• Data shown:

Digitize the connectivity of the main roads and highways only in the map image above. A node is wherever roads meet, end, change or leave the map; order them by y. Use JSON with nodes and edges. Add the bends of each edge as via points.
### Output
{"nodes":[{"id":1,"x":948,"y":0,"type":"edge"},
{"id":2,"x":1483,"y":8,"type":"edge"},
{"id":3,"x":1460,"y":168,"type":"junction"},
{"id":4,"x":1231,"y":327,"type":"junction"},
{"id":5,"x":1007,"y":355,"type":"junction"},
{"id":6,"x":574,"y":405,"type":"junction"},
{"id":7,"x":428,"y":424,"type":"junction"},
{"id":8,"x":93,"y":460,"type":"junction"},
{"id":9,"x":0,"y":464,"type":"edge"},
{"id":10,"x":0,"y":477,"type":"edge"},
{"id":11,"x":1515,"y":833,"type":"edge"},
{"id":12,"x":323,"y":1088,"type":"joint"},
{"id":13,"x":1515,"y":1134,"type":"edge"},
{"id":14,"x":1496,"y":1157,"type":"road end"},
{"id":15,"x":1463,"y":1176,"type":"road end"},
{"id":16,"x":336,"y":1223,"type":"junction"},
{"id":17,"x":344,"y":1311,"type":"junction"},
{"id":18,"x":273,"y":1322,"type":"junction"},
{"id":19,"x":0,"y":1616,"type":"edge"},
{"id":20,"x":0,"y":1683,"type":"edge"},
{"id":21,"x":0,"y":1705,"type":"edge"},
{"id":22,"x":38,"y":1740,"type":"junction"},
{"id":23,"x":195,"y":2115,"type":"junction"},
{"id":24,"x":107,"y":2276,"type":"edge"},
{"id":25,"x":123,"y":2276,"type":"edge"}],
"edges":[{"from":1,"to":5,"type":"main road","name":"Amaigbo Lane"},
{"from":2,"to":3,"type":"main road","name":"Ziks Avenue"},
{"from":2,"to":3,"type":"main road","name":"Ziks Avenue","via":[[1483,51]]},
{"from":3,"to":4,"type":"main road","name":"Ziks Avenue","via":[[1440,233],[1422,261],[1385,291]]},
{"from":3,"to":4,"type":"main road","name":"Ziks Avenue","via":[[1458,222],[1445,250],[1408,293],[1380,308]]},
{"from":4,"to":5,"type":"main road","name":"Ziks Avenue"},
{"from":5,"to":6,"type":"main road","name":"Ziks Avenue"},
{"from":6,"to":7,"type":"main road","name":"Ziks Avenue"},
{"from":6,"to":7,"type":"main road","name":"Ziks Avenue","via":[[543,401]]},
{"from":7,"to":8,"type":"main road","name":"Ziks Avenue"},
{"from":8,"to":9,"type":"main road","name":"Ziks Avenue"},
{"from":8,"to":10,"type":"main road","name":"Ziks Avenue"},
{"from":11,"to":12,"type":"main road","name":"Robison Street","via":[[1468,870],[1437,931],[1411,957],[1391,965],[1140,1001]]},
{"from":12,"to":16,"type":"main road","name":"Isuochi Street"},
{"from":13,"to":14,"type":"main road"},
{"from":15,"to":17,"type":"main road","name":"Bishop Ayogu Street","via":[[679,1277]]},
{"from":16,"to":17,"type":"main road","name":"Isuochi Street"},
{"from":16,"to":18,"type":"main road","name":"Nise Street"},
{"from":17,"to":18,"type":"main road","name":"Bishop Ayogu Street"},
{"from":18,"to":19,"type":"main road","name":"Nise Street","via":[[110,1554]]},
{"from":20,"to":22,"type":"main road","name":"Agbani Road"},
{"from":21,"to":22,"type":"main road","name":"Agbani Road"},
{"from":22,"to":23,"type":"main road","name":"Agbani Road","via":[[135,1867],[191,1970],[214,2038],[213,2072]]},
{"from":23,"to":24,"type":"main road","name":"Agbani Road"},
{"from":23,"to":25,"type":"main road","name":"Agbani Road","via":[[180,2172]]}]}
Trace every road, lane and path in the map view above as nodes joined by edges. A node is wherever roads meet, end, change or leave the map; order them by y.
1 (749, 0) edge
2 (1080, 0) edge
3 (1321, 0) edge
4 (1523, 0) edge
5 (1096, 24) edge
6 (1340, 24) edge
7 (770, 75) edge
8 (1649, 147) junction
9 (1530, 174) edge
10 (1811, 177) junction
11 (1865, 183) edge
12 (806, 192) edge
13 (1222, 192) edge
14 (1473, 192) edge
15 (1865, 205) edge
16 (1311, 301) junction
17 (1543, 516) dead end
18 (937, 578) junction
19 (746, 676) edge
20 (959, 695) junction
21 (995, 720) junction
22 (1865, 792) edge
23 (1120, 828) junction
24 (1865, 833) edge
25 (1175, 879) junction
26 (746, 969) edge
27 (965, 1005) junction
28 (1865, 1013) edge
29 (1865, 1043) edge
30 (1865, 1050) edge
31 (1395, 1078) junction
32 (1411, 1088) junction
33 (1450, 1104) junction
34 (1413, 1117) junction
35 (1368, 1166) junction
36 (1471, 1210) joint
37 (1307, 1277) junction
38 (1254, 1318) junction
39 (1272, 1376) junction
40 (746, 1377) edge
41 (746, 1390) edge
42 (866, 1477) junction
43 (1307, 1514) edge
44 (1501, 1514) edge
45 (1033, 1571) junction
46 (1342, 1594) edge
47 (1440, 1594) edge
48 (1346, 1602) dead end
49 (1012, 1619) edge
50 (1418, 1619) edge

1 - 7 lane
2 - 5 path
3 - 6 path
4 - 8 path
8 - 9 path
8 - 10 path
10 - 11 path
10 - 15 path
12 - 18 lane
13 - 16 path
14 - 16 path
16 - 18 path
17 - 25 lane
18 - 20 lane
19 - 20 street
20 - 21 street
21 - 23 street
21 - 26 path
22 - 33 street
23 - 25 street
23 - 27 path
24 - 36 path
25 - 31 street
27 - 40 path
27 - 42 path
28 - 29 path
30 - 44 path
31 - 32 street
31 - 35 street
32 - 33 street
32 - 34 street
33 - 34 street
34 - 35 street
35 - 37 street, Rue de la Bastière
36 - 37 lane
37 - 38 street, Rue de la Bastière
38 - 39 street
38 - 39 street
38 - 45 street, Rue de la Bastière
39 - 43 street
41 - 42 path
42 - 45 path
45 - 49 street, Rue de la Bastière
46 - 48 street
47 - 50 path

• Exercise prompt:
Would you print all of the records exactly as they were given?

• Answer space:
Digitize the connectivity of the main roads and highways only in the map image above. A node is wherever roads meet, end, change or leave the map; order them by y. Use JSON with nodes and edges. Add the bends of each edge as via points.
### Output
{"nodes":[{"id":1,"x":948,"y":0,"type":"edge"},
{"id":2,"x":1483,"y":8,"type":"edge"},
{"id":3,"x":1460,"y":168,"type":"junction"},
{"id":4,"x":1231,"y":327,"type":"junction"},
{"id":5,"x":1007,"y":355,"type":"junction"},
{"id":6,"x":574,"y":405,"type":"junction"},
{"id":7,"x":428,"y":424,"type":"junction"},
{"id":8,"x":93,"y":460,"type":"junction"},
{"id":9,"x":0,"y":464,"type":"edge"},
{"id":10,"x":0,"y":477,"type":"edge"},
{"id":11,"x":1515,"y":833,"type":"edge"},
{"id":12,"x":323,"y":1088,"type":"joint"},
{"id":13,"x":1515,"y":1134,"type":"edge"},
{"id":14,"x":1496,"y":1157,"type":"road end"},
{"id":15,"x":1463,"y":1176,"type":"road end"},
{"id":16,"x":336,"y":1223,"type":"junction"},
{"id":17,"x":344,"y":1311,"type":"junction"},
{"id":18,"x":273,"y":1322,"type":"junction"},
{"id":19,"x":0,"y":1616,"type":"edge"},
{"id":20,"x":0,"y":1683,"type":"edge"},
{"id":21,"x":0,"y":1705,"type":"edge"},
{"id":22,"x":38,"y":1740,"type":"junction"},
{"id":23,"x":195,"y":2115,"type":"junction"},
{"id":24,"x":107,"y":2276,"type":"edge"},
{"id":25,"x":123,"y":2276,"type":"edge"}],
"edges":[{"from":1,"to":5,"type":"main road","name":"Amaigbo Lane"},
{"from":2,"to":3,"type":"main road","name":"Ziks Avenue"},
{"from":2,"to":3,"type":"main road","name":"Ziks Avenue","via":[[1483,51]]},
{"from":3,"to":4,"type":"main road","name":"Ziks Avenue","via":[[1440,233],[1422,261],[1385,291]]},
{"from":3,"to":4,"type":"main road","name":"Ziks Avenue","via":[[1458,222],[1445,250],[1408,293],[1380,308]]},
{"from":4,"to":5,"type":"main road","name":"Ziks Avenue"},
{"from":5,"to":6,"type":"main road","name":"Ziks Avenue"},
{"from":6,"to":7,"type":"main road","name":"Ziks Avenue"},
{"from":6,"to":7,"type":"main road","name":"Ziks Avenue","via":[[543,401]]},
{"from":7,"to":8,"type":"main road","name":"Ziks Avenue"},
{"from":8,"to":9,"type":"main road","name":"Ziks Avenue"},
{"from":8,"to":10,"type":"main road","name":"Ziks Avenue"},
{"from":11,"to":12,"type":"main road","name":"Robison Street","via":[[1468,870],[1437,931],[1411,957],[1391,965],[1140,1001]]},
{"from":12,"to":16,"type":"main road","name":"Isuochi Street"},
{"from":13,"to":14,"type":"main road"},
{"from":15,"to":17,"type":"main road","name":"Bishop Ayogu Street","via":[[679,1277]]},
{"from":16,"to":17,"type":"main road","name":"Isuochi Street"},
{"from":16,"to":18,"type":"main road","name":"Nise Street"},
{"from":17,"to":18,"type":"main road","name":"Bishop Ayogu Street"},
{"from":18,"to":19,"type":"main road","name":"Nise Street","via":[[110,1554]]},
{"from":20,"to":22,"type":"main road","name":"Agbani Road"},
{"from":21,"to":22,"type":"main road","name":"Agbani Road"},
{"from":22,"to":23,"type":"main road","name":"Agbani Road","via":[[135,1867],[191,1970],[214,2038],[213,2072]]},
{"from":23,"to":24,"type":"main road","name":"Agbani Road"},
{"from":23,"to":25,"type":"main road","name":"Agbani Road","via":[[180,2172]]}]}
Trace every road, lane and path in the map view above as nodes joined by edges. A node is wherever roads meet, end, change or leave the map; order them by y.
1 (749, 0) edge
2 (1080, 0) edge
3 (1321, 0) edge
4 (1523, 0) edge
5 (1096, 24) edge
6 (1340, 24) edge
7 (770, 75) edge
8 (1649, 147) junction
9 (1530, 174) edge
10 (1811, 177) junction
11 (1865, 183) edge
12 (806, 192) edge
13 (1222, 192) edge
14 (1473, 192) edge
15 (1865, 205) edge
16 (1311, 301) junction
17 (1543, 516) dead end
18 (937, 578) junction
19 (746, 676) edge
20 (959, 695) junction
21 (995, 720) junction
22 (1865, 792) edge
23 (1120, 828) junction
24 (1865, 833) edge
25 (1175, 879) junction
26 (746, 969) edge
27 (965, 1005) junction
28 (1865, 1013) edge
29 (1865, 1043) edge
30 (1865, 1050) edge
31 (1395, 1078) junction
32 (1411, 1088) junction
33 (1450, 1104) junction
34 (1413, 1117) junction
35 (1368, 1166) junction
36 (1471, 1210) joint
37 (1307, 1277) junction
38 (1254, 1318) junction
39 (1272, 1376) junction
40 (746, 1377) edge
41 (746, 1390) edge
42 (866, 1477) junction
43 (1307, 1514) edge
44 (1501, 1514) edge
45 (1033, 1571) junction
46 (1342, 1594) edge
47 (1440, 1594) edge
48 (1346, 1602) dead end
49 (1012, 1619) edge
50 (1418, 1619) edge

1 - 7 lane
2 - 5 path
3 - 6 path
4 - 8 path
8 - 9 path
8 - 10 path
10 - 11 path
10 - 15 path
12 - 18 lane
13 - 16 path
14 - 16 path
16 - 18 path
17 - 25 lane
18 - 20 lane
19 - 20 street
20 - 21 street
21 - 23 street
21 - 26 path
22 - 33 street
23 - 25 street
23 - 27 path
24 - 36 path
25 - 31 street
27 - 40 path
27 - 42 path
28 - 29 path
30 - 44 path
31 - 32 street
31 - 35 street
32 - 33 street
32 - 34 street
33 - 34 street
34 - 35 street
35 - 37 street, Rue de la Bastière
36 - 37 lane
37 - 38 street, Rue de la Bastière
38 - 39 street
38 - 39 street
38 - 45 street, Rue de la Bastière
39 - 43 street
41 - 42 path
42 - 45 path
45 - 49 street, Rue de la Bastière
46 - 48 street
47 - 50 path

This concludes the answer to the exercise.